少子高齢社会の進展に伴い労働力不足が深刻な社会問題となる中で業種や業態を問わず、労働力の確保が急務になっています。そのなかでも、流通・サービス業は労働力不足が著しく、オンラインショップなどECの急激な利用増などで取り巻く環境は大きく変化しています。
深刻化する人手不足に対して、シルバー人材の活用や外国人のビザの規制緩和など、対応を進めていますが人材不足の問題は解決しません。
そのため、業界や企業ではAIやIoTなど最新のテクノロジーを用いて、業務効率化の取り組みを積極的に推進しています。
先進的な企業ではデジタルを上手に活用し、EX(従業員体験)とCX(顧客体験)の向上へつなげています。
今回は小売業のデジタル活用例を学ぶ中で、人手不足にどのように立ち向かっていくのかを説明します。
小売業の省人化や効率化が必要な理由
日本の社会で進む少子高齢化は、全産業に大きな影響を与えており、2030年度には労働者数は約640万人不足すると言われ、各産業に与える影響は大きなものと言えます。
小売・流通業で労働者不足が深刻化する理由の背景には、ECの発達などライフスタイルのデジタル化挙げられます。
BtoCビジネスだけでなく、CtoCの分野でもネットオークションやフリマアプリなどが発達しており、今後も活発になると予想されます。
しかし、デジタル化による新たなビジネスチャンスの創出に対し、小売業に従事する人の数は増えていません。
2018年度の雇用動向調査結果によると、入職者数は宿泊・飲食業界が127万人と最も多く、小売・流通業界は122万人でこれに次ぐ規模となっています。
一見雇用の受け皿として機能しているように見えますが、実態としては人が入っても、離職者も同じように多く、人材が定着していません。
この要因としては以下の理由が挙げられます。
- 休暇が少ない
- 長時間労働の常態化
- 接客業によるストレス
- 賃金が低い
以上のような理由により、人手不足に陥っています。
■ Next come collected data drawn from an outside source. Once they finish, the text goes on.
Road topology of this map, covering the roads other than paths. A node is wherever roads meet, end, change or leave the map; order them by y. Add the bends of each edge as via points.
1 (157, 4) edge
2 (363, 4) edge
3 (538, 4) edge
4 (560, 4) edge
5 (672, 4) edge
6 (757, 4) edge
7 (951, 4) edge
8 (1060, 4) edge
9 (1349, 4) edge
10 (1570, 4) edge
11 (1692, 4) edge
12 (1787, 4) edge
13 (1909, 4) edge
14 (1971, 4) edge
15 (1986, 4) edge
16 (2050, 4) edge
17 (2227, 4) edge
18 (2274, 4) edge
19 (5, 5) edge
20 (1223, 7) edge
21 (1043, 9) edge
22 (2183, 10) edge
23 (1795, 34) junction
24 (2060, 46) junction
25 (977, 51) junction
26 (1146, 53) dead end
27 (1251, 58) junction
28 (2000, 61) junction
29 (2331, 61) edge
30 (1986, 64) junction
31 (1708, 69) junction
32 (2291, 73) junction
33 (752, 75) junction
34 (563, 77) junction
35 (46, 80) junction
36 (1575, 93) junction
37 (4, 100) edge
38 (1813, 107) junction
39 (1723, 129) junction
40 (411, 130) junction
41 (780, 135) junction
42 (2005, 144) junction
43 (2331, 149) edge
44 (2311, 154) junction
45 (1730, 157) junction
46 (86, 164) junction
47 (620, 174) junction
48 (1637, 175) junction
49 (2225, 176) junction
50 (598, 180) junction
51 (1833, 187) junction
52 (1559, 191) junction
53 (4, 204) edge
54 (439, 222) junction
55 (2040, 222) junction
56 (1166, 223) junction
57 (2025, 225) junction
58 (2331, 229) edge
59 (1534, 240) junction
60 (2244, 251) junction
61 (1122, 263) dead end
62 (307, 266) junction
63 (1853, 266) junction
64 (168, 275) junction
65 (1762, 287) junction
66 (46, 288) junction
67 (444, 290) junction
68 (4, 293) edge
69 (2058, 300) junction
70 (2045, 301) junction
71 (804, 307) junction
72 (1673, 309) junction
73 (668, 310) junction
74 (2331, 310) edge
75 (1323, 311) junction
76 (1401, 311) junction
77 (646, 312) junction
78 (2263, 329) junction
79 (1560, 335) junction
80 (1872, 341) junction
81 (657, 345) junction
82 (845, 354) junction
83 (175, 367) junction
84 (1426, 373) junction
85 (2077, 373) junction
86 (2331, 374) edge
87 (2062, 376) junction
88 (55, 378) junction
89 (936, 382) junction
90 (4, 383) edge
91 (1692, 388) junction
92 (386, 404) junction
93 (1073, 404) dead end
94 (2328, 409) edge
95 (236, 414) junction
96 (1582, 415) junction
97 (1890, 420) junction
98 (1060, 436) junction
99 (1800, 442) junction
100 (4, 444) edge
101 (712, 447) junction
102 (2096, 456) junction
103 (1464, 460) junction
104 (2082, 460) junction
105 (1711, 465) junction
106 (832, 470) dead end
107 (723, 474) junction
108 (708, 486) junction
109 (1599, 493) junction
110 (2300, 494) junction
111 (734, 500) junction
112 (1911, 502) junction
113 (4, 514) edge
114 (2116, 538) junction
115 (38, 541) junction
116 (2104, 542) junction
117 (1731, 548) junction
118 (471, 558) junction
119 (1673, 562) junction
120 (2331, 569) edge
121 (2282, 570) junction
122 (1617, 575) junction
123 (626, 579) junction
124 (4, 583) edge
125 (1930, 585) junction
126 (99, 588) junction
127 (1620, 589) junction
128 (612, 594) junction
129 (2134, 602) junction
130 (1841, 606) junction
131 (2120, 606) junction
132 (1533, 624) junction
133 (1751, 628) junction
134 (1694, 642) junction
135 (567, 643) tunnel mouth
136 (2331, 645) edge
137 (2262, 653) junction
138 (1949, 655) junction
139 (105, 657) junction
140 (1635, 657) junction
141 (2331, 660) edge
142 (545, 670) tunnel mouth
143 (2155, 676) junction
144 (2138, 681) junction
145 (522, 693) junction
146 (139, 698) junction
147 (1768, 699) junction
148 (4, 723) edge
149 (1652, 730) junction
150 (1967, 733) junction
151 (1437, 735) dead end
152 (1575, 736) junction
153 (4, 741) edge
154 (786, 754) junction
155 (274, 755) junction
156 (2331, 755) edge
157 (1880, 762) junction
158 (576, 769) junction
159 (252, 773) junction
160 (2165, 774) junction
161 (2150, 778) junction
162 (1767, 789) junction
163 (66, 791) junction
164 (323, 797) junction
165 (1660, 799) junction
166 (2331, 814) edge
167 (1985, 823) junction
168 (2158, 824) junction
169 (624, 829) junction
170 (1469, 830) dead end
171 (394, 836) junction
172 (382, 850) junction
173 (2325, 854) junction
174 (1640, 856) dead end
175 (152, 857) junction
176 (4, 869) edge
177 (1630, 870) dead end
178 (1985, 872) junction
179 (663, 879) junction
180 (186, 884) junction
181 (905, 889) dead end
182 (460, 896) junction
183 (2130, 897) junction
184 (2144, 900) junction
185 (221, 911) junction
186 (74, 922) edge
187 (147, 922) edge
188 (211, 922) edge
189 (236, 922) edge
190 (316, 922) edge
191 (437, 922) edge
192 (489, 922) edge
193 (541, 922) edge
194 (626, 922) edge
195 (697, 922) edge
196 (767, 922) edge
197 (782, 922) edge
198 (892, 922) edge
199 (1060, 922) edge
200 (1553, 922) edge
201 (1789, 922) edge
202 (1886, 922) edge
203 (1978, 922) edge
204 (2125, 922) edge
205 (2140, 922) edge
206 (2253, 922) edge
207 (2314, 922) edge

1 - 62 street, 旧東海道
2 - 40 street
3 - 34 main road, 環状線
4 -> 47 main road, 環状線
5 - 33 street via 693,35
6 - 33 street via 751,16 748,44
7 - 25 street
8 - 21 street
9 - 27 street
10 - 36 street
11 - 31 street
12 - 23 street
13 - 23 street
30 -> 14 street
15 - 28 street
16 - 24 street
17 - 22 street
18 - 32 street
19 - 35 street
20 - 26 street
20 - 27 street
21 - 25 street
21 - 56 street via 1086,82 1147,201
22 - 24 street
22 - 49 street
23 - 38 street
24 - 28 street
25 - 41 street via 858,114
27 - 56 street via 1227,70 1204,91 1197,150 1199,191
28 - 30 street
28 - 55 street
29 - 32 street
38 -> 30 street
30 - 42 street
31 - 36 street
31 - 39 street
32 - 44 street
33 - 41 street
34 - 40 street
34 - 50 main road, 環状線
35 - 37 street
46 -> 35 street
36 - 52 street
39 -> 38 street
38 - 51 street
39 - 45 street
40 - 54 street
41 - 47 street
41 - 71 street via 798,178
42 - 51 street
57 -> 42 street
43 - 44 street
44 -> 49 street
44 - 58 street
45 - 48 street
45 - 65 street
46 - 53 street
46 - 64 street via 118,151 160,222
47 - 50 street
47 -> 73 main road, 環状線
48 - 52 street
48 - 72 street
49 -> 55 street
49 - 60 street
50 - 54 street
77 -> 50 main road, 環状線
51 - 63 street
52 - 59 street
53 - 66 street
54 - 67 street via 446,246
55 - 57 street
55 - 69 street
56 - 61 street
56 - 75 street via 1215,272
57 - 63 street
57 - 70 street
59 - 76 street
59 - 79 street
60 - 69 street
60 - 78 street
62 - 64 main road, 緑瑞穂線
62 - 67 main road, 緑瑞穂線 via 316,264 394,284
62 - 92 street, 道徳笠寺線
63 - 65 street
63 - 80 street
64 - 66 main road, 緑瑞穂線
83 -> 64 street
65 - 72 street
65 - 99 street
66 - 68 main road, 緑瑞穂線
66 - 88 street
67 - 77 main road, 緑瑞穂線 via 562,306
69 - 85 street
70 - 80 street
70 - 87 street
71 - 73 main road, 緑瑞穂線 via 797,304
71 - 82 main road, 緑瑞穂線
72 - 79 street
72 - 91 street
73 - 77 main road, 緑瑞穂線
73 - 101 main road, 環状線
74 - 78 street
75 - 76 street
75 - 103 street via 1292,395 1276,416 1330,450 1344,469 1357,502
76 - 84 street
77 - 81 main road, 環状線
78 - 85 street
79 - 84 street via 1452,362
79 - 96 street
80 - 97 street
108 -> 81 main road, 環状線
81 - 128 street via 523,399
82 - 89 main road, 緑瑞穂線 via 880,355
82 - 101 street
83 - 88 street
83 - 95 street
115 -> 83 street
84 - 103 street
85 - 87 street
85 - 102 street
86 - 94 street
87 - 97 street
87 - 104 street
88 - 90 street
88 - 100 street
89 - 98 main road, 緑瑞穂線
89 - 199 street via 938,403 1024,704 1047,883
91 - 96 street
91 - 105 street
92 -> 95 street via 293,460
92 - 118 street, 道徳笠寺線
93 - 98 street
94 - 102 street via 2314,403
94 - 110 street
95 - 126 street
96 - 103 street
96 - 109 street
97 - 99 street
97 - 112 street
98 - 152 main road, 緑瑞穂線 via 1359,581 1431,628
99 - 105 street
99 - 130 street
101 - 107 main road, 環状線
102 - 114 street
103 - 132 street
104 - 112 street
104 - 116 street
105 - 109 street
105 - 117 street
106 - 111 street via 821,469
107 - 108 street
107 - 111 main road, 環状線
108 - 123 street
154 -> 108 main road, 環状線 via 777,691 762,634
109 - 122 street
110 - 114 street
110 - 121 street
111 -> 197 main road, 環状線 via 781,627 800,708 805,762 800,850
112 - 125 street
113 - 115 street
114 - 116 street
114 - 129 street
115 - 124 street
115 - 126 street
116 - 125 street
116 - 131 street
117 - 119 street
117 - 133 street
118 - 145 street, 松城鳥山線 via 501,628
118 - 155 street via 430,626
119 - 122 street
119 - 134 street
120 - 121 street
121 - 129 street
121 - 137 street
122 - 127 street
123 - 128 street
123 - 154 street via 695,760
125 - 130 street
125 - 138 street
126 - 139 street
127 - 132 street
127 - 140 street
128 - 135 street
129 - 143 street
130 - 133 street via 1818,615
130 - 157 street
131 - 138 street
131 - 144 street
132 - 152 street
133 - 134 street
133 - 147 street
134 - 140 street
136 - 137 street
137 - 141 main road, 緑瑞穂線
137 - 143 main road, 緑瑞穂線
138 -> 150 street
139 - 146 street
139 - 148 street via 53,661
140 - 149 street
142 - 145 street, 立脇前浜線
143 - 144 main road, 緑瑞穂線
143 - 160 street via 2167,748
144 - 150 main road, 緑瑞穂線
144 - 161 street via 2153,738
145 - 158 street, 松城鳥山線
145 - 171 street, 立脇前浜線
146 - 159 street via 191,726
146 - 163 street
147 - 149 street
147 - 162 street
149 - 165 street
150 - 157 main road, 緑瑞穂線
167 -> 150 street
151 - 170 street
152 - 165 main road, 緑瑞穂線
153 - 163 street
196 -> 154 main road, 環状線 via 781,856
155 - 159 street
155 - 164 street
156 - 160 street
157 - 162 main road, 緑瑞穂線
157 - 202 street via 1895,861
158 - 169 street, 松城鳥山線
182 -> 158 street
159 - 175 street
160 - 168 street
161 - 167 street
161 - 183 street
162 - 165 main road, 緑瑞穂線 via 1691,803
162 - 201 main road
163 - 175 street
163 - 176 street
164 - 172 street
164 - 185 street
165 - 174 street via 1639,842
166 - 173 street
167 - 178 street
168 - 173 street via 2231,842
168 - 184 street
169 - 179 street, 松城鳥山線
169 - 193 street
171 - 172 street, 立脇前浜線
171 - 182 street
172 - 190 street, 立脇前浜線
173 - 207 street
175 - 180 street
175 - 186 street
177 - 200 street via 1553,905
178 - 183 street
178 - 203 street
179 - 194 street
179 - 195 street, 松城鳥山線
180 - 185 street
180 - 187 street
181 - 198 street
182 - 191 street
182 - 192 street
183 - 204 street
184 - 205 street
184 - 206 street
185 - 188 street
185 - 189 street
サービスレベルの維持が困難になり早急な所得改善や、労働時間の削減、そして業務効率化が急がれます。
このような状況下で解決策は「人の採用」または「効率化や省人化」の二択になります。効率化とは、今まで1時間費やしていた業務を50分でやったり、人がやっていた仕事を機械がやり人が他に時間を費やせるようになることです。
官民で推進する小売業の省人化
デジタルなどの最新技術を用いて、業務を効率化しようとする流れは、民間だけでなく、政府も積極的に推進しています。
経済産業省は、IoT・AI・RFIDなどの最新技術を用いてのスマートストア対策を推進しており、具体的には「ダイナミックプライシング」の実証実験や、「コンビニ電子タグ1000億枚宣言」などを政府主導で実施してきました。
電子タグの利用推進により、レジや検品・棚卸業務の高速化、消費期限管理の効率化など、店舗側の業務効率化と負荷軽減が期待されています。
また、民間では要員教育にVR(仮想現実)を用いたり、レジレス店舗やセルフレジの導入が増えているなど、最新技術を用いての業務効率化の流れが加速しています。
小売業での省人化向けた取り組み
ITを用いた、オンラインとリアル店舗の融合例として、「Amazon go」があり、いち早くレジレスの店舗を実現し新たな顧客体験を創出しました。
アメリカウォルマートでは、VRを用いての従業員教育を実施、スキルと満足度を高めて人材の離職を防ぐと同時に競争力強化を実現しています。
日本では、NECが顔認証システムを用いての無人店舗を実証開始し、省人化に向けた取り組みを推進するとともに働き方改革にもつながっています。
凸版印刷株式会社は、ICタグを用いて、リアルタイムに在庫管理を可能とする「スマートシェルフ」を開発・提供することでバックオフィスでの業務量削減と在庫管理の適正化に貢献しています。
また、AIを利用し販売データ・イベント情報・気象情報などを分析し、需要予測を行うエンジンも存在します。
このように、最新技術を用いて小売業の省人化は実際の店舗業務からバックオフィスの業務まで多岐にわたります。
業界の課題解決を目指す流れは加速しており、技術の発展と共に更にこの流れは加速することが予想できます。
労働力不足が叫ばれる中、小売業界ではデジタルトランスフォーメーションを通じて、効率化や省人化に向けて民官一丸となって課題解決に取り組んでいます。
既存業務の見直しを図るとともに、対面接客など人が携わることで価値が高まる業務と最新技術を用いて価値が高まる業務を見定め適切な対策が必要です。
人とデジタルによる共生により、それぞれの良さを活かすと同時に、CX、EXを向上させ、業界の新たな価値創出を目指します。